I have seen several recommendations for 15W-40. Most of our outages are from tornadoes and hurricanes, with the occasional thunderstorm causing problems, or even a substation blowing. Most of the weather-related outages are in warm/hot weather so the heavier oil makes sense.
 
I think you will be fine with a 500 gal tank. My propane company told me i would need a min 250 gal tank for a 6kw generator. Something about surface area of the liquid needed to provide sufficient gas. The transfer switch is definitely easier but you loose the versatility of being able to get power to another ckt if you really needed too. You are locked into the 6 you pick. Its not real likely but say you lost power in a major heat wave. You could choose to get a small window unit in one common room and shut down something else not so critical. If its not one of your transfer switch options you cant do this. Besides if you need to shut off breakers 2x a year they will still last 15 or 20 years without a problem. Also when you are deciding on what ckts you need, keep in mind that you need to keep them somewhat phase balanced. The 240v output of you genset is divided into half its output on 1 120v side and half on the other. Make sure you are never drawing more than half the gen output from either phase.
 
I have recently researched generators and am leaning towards the Westinghouse iGen2500 for my needs. I plan to run a synthetic 5W-40. I'm also looking at the Reliance 6-circuit transfer switch. My neighbor uses a plastic table for sun / rain protection. You're on the right track, I'd say.
 
It will be interesting to see what the propane company says about needing (or not needing a higher pressure. It would be great to simply install a tee and set up a connection for the generator. I'll keep my fingers crossed on that one.

If I change my mind about a circuit I can rewire to the one I want to use. I've looked over my circuits and have six that will pretty much take care of us. I'm sure there'll be something that comes up, but this is in a semi-survival situation where priorities will need to be made. We have two side-by-side refrigerators whose circuits are on opposite buses. Then I'll be tweaking for the lights, fans, etc.,. Now if I throw a 5k btu a/c in there that might cause a bit of an issue. But we will be running the generator probably 4-5 hours and then off for 4-5 hours. The big thing is keeping the food frozen...and keeping somewhat cool if in the summer. Wintertime we have some propane heaters to run rather than the central unit. Thanks for the feedback, I need all I can get.

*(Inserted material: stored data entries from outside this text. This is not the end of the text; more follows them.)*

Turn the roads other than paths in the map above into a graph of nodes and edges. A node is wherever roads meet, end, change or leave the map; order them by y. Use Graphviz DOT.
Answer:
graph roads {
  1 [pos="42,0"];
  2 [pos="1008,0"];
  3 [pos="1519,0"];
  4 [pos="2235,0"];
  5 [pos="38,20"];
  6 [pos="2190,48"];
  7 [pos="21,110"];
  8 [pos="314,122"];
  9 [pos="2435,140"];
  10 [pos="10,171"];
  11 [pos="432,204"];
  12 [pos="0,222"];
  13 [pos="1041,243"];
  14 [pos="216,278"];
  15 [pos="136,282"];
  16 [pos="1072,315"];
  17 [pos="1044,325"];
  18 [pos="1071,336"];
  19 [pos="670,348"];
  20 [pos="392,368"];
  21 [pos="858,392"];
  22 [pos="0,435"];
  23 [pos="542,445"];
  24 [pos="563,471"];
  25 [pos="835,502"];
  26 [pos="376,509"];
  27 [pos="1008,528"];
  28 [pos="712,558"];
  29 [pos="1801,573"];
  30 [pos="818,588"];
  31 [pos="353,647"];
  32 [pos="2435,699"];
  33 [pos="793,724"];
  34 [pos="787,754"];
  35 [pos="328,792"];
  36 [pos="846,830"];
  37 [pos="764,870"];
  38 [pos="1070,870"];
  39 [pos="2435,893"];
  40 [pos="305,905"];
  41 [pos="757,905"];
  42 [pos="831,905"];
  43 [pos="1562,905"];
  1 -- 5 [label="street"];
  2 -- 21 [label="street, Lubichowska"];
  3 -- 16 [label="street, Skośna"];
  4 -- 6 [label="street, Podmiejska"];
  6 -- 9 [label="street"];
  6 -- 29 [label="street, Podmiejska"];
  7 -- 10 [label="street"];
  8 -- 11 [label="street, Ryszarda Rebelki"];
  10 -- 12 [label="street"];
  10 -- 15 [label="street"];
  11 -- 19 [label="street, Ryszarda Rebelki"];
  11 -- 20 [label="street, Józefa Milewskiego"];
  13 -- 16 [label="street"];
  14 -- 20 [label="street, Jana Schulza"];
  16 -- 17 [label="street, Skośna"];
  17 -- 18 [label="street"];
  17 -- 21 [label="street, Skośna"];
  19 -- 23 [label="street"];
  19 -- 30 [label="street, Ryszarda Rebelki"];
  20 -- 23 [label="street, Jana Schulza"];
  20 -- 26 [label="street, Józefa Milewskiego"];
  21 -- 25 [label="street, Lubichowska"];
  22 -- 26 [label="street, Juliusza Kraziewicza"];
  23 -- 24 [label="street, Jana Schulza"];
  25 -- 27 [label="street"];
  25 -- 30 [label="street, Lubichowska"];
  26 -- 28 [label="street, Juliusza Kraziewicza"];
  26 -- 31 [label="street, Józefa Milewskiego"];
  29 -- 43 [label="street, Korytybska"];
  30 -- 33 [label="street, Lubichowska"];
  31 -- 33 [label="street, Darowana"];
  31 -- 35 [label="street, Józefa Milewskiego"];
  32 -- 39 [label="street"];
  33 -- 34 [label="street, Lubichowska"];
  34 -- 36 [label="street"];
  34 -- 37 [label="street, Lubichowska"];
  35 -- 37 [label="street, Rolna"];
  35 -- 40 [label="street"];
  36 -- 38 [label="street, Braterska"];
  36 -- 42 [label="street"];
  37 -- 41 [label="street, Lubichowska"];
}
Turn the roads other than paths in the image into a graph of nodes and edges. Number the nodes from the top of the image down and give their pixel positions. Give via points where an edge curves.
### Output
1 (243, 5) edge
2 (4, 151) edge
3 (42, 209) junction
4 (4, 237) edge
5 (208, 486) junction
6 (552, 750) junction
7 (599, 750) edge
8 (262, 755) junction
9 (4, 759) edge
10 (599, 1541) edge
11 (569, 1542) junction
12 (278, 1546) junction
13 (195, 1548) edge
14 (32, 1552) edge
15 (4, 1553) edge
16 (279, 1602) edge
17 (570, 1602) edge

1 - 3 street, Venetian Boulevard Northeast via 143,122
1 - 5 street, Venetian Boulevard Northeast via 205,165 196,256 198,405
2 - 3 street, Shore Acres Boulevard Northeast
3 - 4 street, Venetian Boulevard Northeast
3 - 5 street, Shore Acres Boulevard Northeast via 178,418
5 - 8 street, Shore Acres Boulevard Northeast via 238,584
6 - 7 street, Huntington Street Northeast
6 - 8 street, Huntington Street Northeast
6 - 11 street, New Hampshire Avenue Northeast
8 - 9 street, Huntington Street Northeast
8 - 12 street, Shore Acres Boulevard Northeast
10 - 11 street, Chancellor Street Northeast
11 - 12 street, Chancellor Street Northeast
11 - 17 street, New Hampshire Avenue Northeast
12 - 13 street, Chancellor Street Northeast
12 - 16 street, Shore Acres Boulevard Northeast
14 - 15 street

Speaking of flipping the breakers, I'm glad you mentioned them lasting a long time. We had an old cotton warehouse we used in our tire business. It had lights strung all over it. We used to use the breakers for light switches several times a day, 5-6 days a week, and all year long. And you're right, those breakers lasted at least from around 1975 until at least 2010. I might revisit the idea of an interlock. I'm glad you mentioned the duty cycle of the breakers. My most recent experience was with my best friend's house. He flipped the main on it to do some wiring and the main "locked" in the sense that you couldn't turn it back on...the lever would wiggle but something had it where you couldn't turn it back on. He had to get an electrician to come out and install a new main breaker. But, you're right, in most instances breakers last for years being turned off and on. And once you turned them all off at the beginning of generator use only the ones you use will be turned on and off through the power outage or whatever.
 
I have recently researched generators and am leaning towards the Westinghouse iGen2500 for my needs. I plan to run a synthetic 5W-40. I'm also looking at the Reliance 6-circuit transfer switch. My neighbor uses a plastic table for sun / rain protection. You're on the right track, I'd say.
I'm just curious, what will you be powering with your generator? Are you in the north or south part of the state?
 
Just looking at the NGK recommended spark plug, BPR6ES. I'm seeing in the specs on different websites that this plug comes gapped at between .035 and .036. The Champion specs call for a gap of .028 to .031. I'm thinking I need to regap this the Champion specs...correct? The .004 or .005 needed to get to the Champion spec'd gaps is within the recommended .008 gap adjustment range of the plug as stated on NGK's website.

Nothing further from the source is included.